ST. LOUIS -- As tortured as he felt ripping apart a core piece of the Cardinals and trading pitching, a much-needed area for the franchise, team president John Mozeliak did just that on Sunday to protect the club from potential free-agent defections and to restock the farm system with talented arms.
And, as Mozeliak pointed out Sunday following the Cardinals' 3-0 win over the Cubs, dealing away closer Jordan Hicks, left-handed starter Jordan Montgomery and righty reliever Chris Stratton for four prospects and an MLB-ready pitcher, it could be just be the start of the makeover of a Cardinals squad that fell well short of expectations this season but might not be too far away from competing for the playoffs again in 2024. Pending free agent Jack Flaherty could be the next to go along with players in the Cardinals' crowded outfield ahead of Tuesday’s Trade Deadline.
“This is a day that we were hoping would never happen in the sense of having to break up our club and having to focus on the future, but over the course of the last two weeks, we were really taking a hard look at what the Trade Deadline could do for us,” Mozeliak said. “Obviously, this year has not gone as planned, so we really wanted to focus on what 2024 and beyond would look like.

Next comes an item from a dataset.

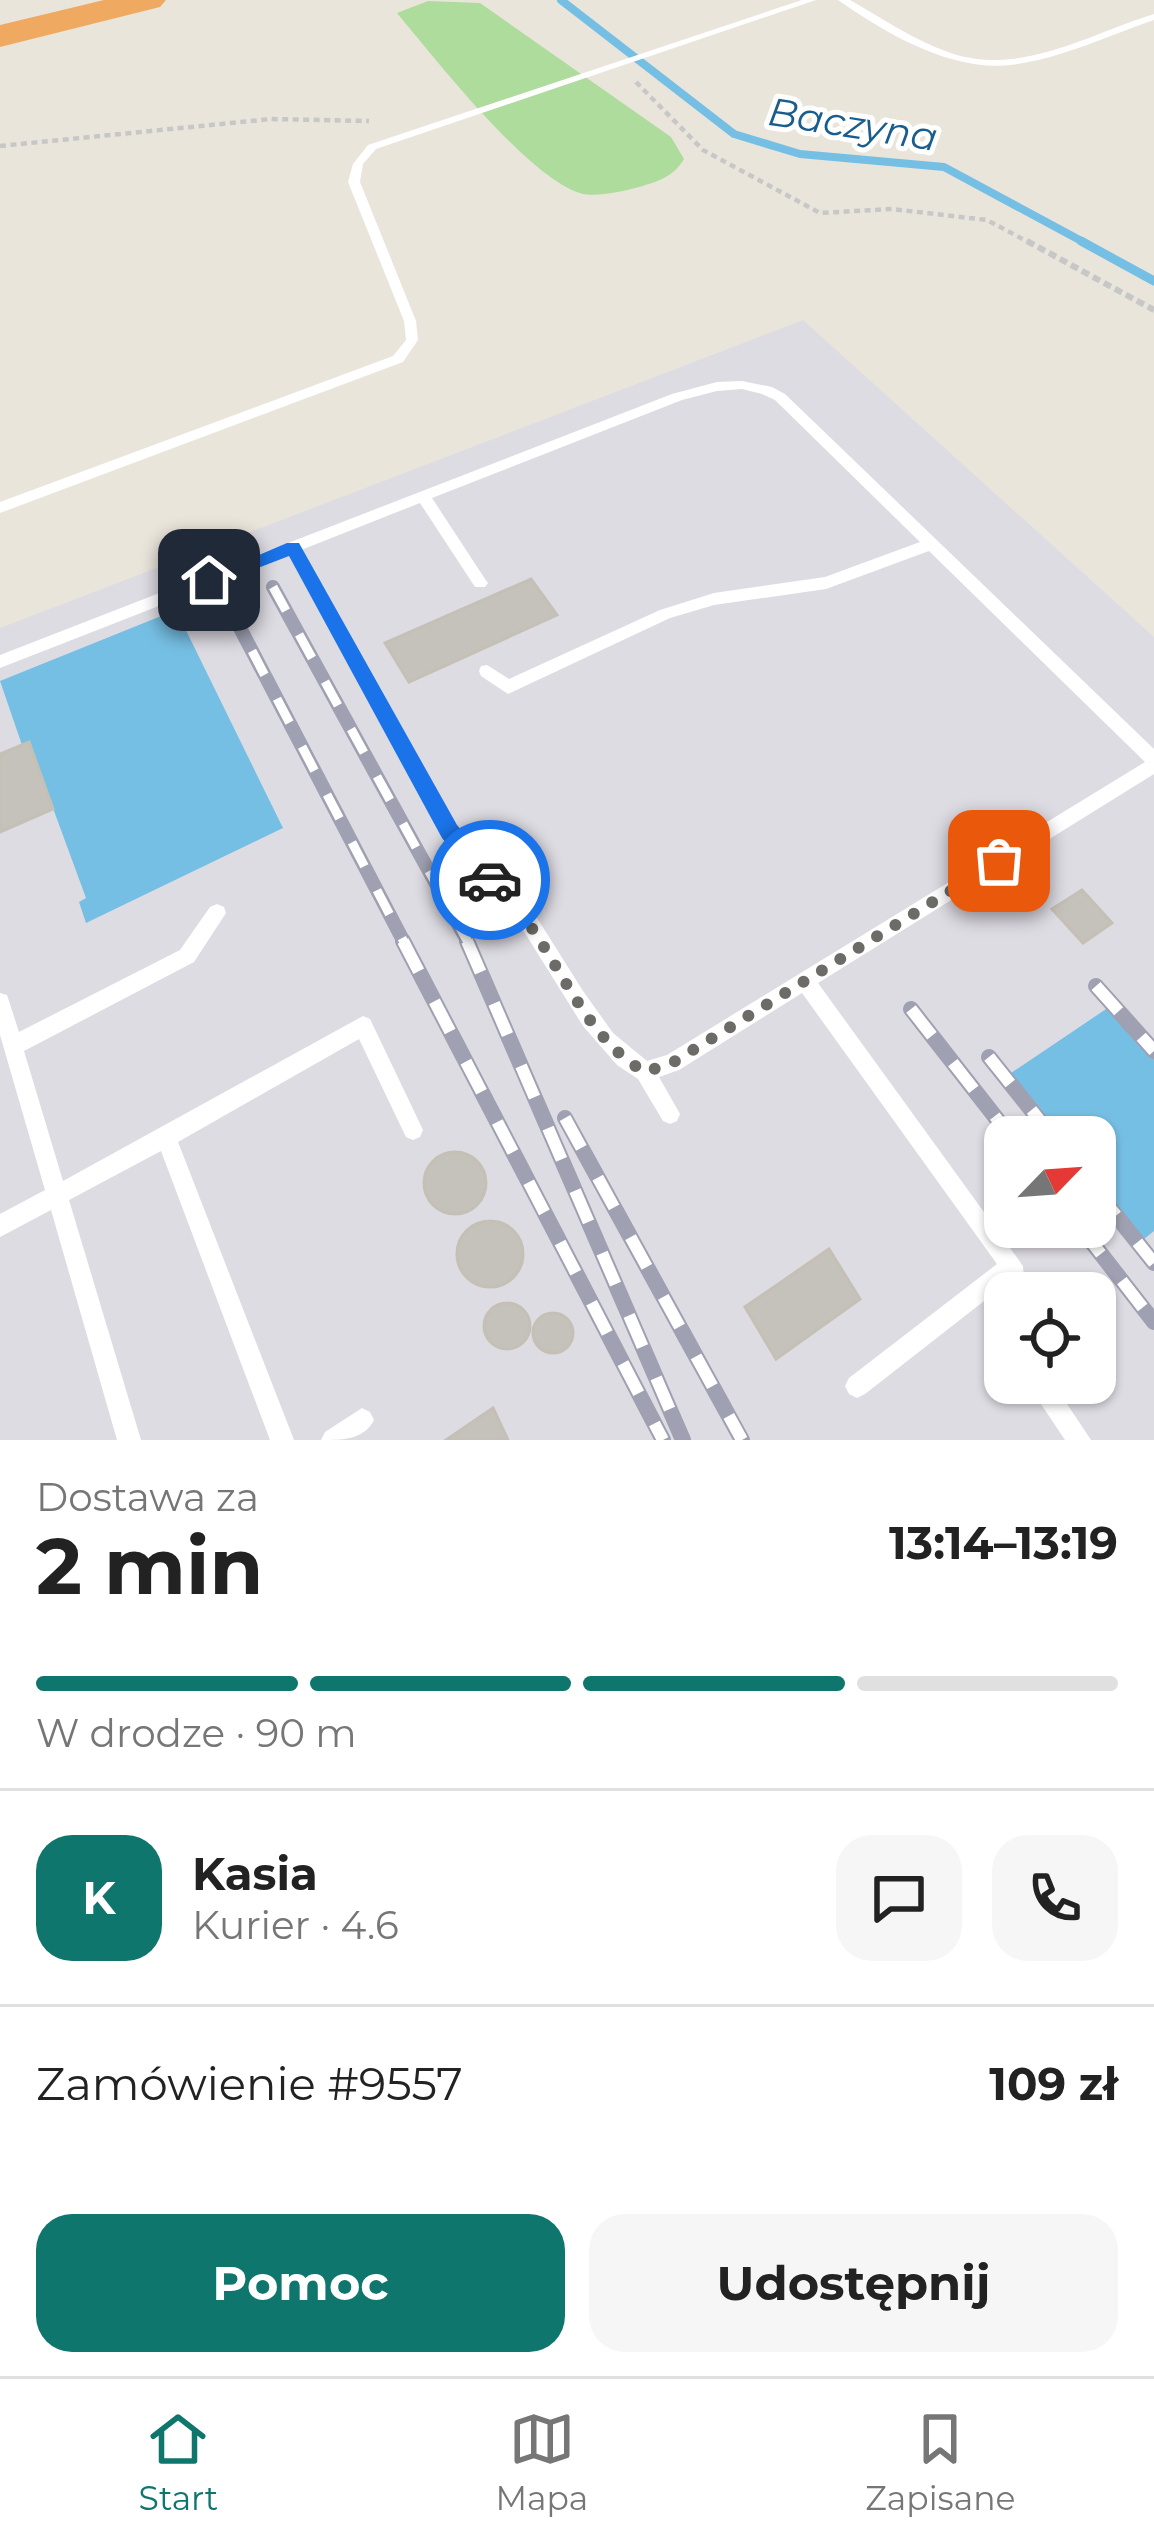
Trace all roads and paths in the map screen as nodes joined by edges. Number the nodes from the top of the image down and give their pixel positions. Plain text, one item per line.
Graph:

“We felt like the timing might be a bit unique for the St. Louis Cardinals, but we had to do this, and it’s not a happy moment. But we certainly are excited about the future [players] we were able to acquire today.”
In dealing Montgomery and Stratton to the Rangers, the Cardinals acquired right-handed pitcher Tekoah Roby, infielder Thomas Saggese and left-handed pitcher John King, who has pitched 127 1/3 Major League innings. Roby, who was the No. 11 prospect in the Rangers' system, slots in as the Cardinals' No. 4-ranked prospect, per MLB Pipeline. A third-round draft pick in 2020, the 21-year-old Roby was 2-3 with a 5.05 ERA in 10 games at Double-A Frisco this season before suffering a shoulder injury.
“He’ll enter into our rehab program in Jupiter, [Fla.], but we do expect him to pitch this season competitively,” said Mozeliak, who noted that Roby was slated to lift weights on Sunday and was asking for permission to play catch in Texas. “Obviously, we’ll know a lot more once we get our hands on him. But based on our medical reports, we believed in him and felt that he was in a good position to start throwing. So, we do hope to see him this year.”
Saggese, an infielder with positional versatility, moves into the No. 8 slot in the Cardinals' system.
When the Cards shipped the fire-balling Hicks to the Blue Jays, they got back right-handed pitchers Sem Robberse and Adam Kloffenstein. Robberse, a 21-year-old native of the Netherlands, was ranked as the No. 7 prospect in the Blue Jays' system, and he will now slot in at No. 6 in the Cards' system. In 18 games this season with Double-A New Hampshire, Robberse was 3-5 with a 4.06 ERA and 86 strikeouts in 88 2/3 innings.
Kloffenstein, who is now the No. 23-ranked prospect in the Cards' system, has pitched in 17 games with Double-A New Hampshire, going 5-5 with a 3.24 ERA. He had 105 strikeouts in 89 innings pitched.
Said Mozeliak of Robberse: “The fact that he’s so young and he’ll be able to go to Triple-A and will be knocking on the door to the big leagues is exciting.”
Hicks, who turns 27 on Sept. 6, admitted recently that he and his representation were trying to work out a contract extension with the Cardinals, but they were well aware that a trade could come if no agreement was reached.
This season, Hicks rebounded from a terrible start to the season -- one he partially attributed to getting more familiar with working on a pitch clock -- and again became the team’s closer when Ryan Helsley went down with a forearm injury. When Hicks notched his first save of the season against the Mets in June, it was his first save since 2019. Hicks was 1-6 with a 3.67 ERA and eight saves over 40 games.
“With Hicks, we’ve seen him grow up and do a nice job and mature on and off the field,” manager Oliver Marmol said. “He put together a pretty impressive season and got some big outs for us. We’re in a position where we needed to [make trades], but our hope is this isn’t the last time they’re wearing this [Cardinals] uniform.”
Montgomery, 30 and a free-agent-to-be in the offseason, came to the Cardinals last August via the Yankees. The 6-foot-6 left-hander went 6-3 with a 3.11 ERA in 2022 with the Cardinals and was 6-9 this season after pitching in some tough luck with a lack of run support. Montgomery, who spoke fondly of the friendships made in St. Louis, said he would certainly consider returning to the Cardinals this offseason when he hits free agency.
“We would have just had to get the talks rolling, but we can always do it again in free agency,” Montgomery said. “It’s a great organization [in St. Louis] and I’m not going to burn any bridges with great people. There’s always an opportunity [of returning to the Cardinals].”